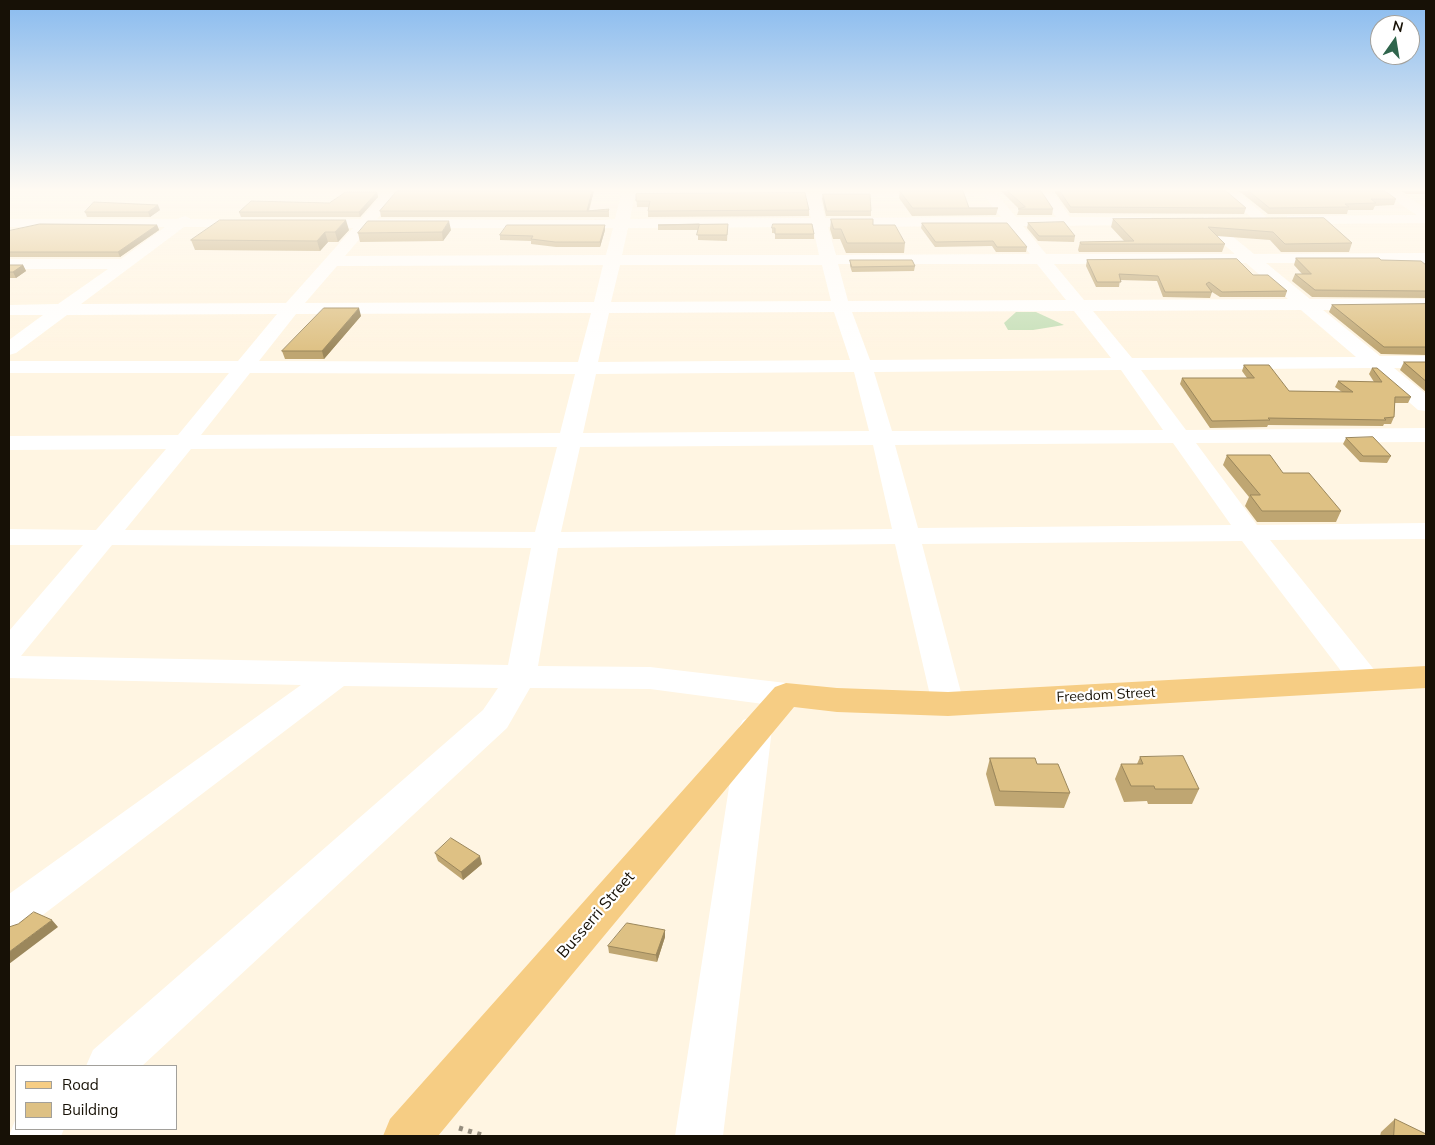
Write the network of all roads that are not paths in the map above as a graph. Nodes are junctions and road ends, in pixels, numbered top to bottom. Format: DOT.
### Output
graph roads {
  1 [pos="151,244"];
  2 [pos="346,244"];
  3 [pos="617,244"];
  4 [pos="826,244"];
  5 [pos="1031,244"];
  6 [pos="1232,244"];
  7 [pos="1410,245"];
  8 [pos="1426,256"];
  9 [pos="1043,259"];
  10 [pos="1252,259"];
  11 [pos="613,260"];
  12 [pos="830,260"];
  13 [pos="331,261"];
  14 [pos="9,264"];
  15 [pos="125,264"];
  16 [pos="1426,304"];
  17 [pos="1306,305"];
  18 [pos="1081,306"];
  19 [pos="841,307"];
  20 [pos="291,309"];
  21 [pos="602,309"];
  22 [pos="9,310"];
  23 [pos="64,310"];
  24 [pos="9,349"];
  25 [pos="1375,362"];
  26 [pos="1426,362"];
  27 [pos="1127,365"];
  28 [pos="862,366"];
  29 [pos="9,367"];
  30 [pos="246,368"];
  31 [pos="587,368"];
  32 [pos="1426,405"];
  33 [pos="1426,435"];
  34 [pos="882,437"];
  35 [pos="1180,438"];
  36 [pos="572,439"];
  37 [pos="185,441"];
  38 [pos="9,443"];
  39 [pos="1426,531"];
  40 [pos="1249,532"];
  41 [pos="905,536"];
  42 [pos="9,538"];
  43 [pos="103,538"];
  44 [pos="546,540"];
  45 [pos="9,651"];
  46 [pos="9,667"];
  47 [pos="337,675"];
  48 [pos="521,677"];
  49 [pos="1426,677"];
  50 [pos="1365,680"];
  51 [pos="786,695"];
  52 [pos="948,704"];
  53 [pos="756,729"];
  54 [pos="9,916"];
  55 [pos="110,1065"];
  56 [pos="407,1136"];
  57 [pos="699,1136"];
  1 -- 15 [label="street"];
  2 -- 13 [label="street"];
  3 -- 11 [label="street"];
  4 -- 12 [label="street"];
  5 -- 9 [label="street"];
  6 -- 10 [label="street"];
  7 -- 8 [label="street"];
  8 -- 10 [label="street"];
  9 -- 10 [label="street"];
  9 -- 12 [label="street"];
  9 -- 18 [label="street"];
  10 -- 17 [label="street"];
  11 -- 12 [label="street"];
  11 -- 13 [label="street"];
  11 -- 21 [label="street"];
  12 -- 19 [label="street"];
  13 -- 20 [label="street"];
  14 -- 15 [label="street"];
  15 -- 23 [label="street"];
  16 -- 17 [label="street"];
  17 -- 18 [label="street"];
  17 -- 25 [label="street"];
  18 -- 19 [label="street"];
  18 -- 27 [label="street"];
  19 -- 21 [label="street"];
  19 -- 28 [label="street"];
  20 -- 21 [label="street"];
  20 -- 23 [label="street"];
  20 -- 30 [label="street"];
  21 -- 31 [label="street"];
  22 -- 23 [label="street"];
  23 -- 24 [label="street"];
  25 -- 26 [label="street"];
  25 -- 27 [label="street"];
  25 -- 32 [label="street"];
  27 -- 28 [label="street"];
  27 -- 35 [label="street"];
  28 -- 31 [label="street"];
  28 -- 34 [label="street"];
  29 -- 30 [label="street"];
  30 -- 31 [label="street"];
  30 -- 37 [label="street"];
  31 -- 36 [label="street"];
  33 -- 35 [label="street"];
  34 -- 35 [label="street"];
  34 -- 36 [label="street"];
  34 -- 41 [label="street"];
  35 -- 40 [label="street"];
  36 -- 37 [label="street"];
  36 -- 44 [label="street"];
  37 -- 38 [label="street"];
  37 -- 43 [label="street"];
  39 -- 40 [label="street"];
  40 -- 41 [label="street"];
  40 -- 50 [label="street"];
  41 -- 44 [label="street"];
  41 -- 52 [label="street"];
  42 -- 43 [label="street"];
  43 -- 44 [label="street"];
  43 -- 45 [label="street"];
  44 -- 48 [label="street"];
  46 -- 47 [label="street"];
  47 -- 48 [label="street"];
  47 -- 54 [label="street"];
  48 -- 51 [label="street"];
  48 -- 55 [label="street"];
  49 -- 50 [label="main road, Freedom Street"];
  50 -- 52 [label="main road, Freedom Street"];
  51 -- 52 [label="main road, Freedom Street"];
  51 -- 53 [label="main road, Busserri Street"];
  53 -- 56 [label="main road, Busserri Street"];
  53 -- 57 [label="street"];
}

:::::

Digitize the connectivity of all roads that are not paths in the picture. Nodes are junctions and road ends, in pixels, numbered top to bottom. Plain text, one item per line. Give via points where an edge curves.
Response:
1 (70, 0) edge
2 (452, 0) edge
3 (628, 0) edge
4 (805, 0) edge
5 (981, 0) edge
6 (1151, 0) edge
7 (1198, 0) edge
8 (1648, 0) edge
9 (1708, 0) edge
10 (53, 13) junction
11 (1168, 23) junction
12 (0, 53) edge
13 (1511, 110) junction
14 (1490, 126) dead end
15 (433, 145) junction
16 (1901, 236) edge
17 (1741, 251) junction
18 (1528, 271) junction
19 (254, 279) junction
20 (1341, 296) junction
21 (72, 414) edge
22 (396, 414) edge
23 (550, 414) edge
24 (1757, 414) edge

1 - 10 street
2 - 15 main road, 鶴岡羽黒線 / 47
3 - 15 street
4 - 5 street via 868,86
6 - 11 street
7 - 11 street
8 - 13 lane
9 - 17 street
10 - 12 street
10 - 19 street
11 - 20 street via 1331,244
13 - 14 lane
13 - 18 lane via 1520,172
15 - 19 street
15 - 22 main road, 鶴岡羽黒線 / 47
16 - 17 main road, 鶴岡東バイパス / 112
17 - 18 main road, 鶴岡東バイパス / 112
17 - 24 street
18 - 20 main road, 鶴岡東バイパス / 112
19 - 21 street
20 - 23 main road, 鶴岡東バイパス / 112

:::::

Find and copy each line of the data where "ends" is present.

=== RESULT BELOW ===
Write the network of all roads that are not paths in the map above as a graph. Nodes are junctions and road ends, in pixels, numbered top to bottom. Format: DOT.
Digitize the connectivity of all roads that are not paths in the picture. Nodes are junctions and road ends, in pixels, numbered top to bottom. Plain text, one item per line. Give via points where an edge curves.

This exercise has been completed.